## EXERCISE REQUIREMENTS:
Output every record word for word.

Saved entries:
################

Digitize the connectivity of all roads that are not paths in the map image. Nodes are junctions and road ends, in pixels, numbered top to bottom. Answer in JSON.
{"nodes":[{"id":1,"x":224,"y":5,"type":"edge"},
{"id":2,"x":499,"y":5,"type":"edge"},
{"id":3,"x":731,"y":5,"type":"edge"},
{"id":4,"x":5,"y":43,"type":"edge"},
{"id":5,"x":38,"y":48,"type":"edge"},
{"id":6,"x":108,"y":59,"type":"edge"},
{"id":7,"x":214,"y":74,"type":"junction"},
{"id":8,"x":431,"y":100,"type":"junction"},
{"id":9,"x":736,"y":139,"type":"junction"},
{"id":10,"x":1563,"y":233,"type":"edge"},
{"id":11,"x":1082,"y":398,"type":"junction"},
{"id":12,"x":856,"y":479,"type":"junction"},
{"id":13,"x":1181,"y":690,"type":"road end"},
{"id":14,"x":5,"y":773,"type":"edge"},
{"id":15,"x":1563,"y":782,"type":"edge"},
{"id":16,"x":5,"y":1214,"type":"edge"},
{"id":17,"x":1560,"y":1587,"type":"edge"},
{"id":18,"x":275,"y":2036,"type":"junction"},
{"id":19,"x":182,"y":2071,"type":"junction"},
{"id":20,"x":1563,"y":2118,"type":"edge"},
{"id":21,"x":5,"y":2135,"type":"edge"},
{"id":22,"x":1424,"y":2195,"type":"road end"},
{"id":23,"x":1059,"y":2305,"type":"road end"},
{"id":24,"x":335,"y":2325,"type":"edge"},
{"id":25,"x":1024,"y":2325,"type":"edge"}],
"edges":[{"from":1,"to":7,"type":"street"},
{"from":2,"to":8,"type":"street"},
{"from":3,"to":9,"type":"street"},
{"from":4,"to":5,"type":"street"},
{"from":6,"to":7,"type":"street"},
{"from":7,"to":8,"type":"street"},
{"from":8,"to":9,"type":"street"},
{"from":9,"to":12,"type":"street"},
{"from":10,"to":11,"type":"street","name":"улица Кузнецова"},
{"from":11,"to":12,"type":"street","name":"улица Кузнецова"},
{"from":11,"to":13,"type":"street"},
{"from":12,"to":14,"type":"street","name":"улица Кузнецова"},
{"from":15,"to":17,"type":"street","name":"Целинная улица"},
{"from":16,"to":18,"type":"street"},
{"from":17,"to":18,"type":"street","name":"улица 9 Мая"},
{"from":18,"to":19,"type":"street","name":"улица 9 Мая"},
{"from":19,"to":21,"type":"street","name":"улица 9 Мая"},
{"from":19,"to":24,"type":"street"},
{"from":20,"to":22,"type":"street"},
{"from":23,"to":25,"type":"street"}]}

################

## ANSWER TO THIS EXERCISE:
Digitize the connectivity of all roads that are not paths in the map image. Nodes are junctions and road ends, in pixels, numbered top to bottom. Answer in JSON.
{"nodes":[{"id":1,"x":224,"y":5,"type":"edge"},
{"id":2,"x":499,"y":5,"type":"edge"},
{"id":3,"x":731,"y":5,"type":"edge"},
{"id":4,"x":5,"y":43,"type":"edge"},
{"id":5,"x":38,"y":48,"type":"edge"},
{"id":6,"x":108,"y":59,"type":"edge"},
{"id":7,"x":214,"y":74,"type":"junction"},
{"id":8,"x":431,"y":100,"type":"junction"},
{"id":9,"x":736,"y":139,"type":"junction"},
{"id":10,"x":1563,"y":233,"type":"edge"},
{"id":11,"x":1082,"y":398,"type":"junction"},
{"id":12,"x":856,"y":479,"type":"junction"},
{"id":13,"x":1181,"y":690,"type":"road end"},
{"id":14,"x":5,"y":773,"type":"edge"},
{"id":15,"x":1563,"y":782,"type":"edge"},
{"id":16,"x":5,"y":1214,"type":"edge"},
{"id":17,"x":1560,"y":1587,"type":"edge"},
{"id":18,"x":275,"y":2036,"type":"junction"},
{"id":19,"x":182,"y":2071,"type":"junction"},
{"id":20,"x":1563,"y":2118,"type":"edge"},
{"id":21,"x":5,"y":2135,"type":"edge"},
{"id":22,"x":1424,"y":2195,"type":"road end"},
{"id":23,"x":1059,"y":2305,"type":"road end"},
{"id":24,"x":335,"y":2325,"type":"edge"},
{"id":25,"x":1024,"y":2325,"type":"edge"}],
"edges":[{"from":1,"to":7,"type":"street"},
{"from":2,"to":8,"type":"street"},
{"from":3,"to":9,"type":"street"},
{"from":4,"to":5,"type":"street"},
{"from":6,"to":7,"type":"street"},
{"from":7,"to":8,"type":"street"},
{"from":8,"to":9,"type":"street"},
{"from":9,"to":12,"type":"street"},
{"from":10,"to":11,"type":"street","name":"улица Кузнецова"},
{"from":11,"to":12,"type":"street","name":"улица Кузнецова"},
{"from":11,"to":13,"type":"street"},
{"from":12,"to":14,"type":"street","name":"улица Кузнецова"},
{"from":15,"to":17,"type":"street","name":"Целинная улица"},
{"from":16,"to":18,"type":"street"},
{"from":17,"to":18,"type":"street","name":"улица 9 Мая"},
{"from":18,"to":19,"type":"street","name":"улица 9 Мая"},
{"from":19,"to":21,"type":"street","name":"улица 9 Мая"},
{"from":19,"to":24,"type":"street"},
{"from":20,"to":22,"type":"street"},
{"from":23,"to":25,"type":"street"}]}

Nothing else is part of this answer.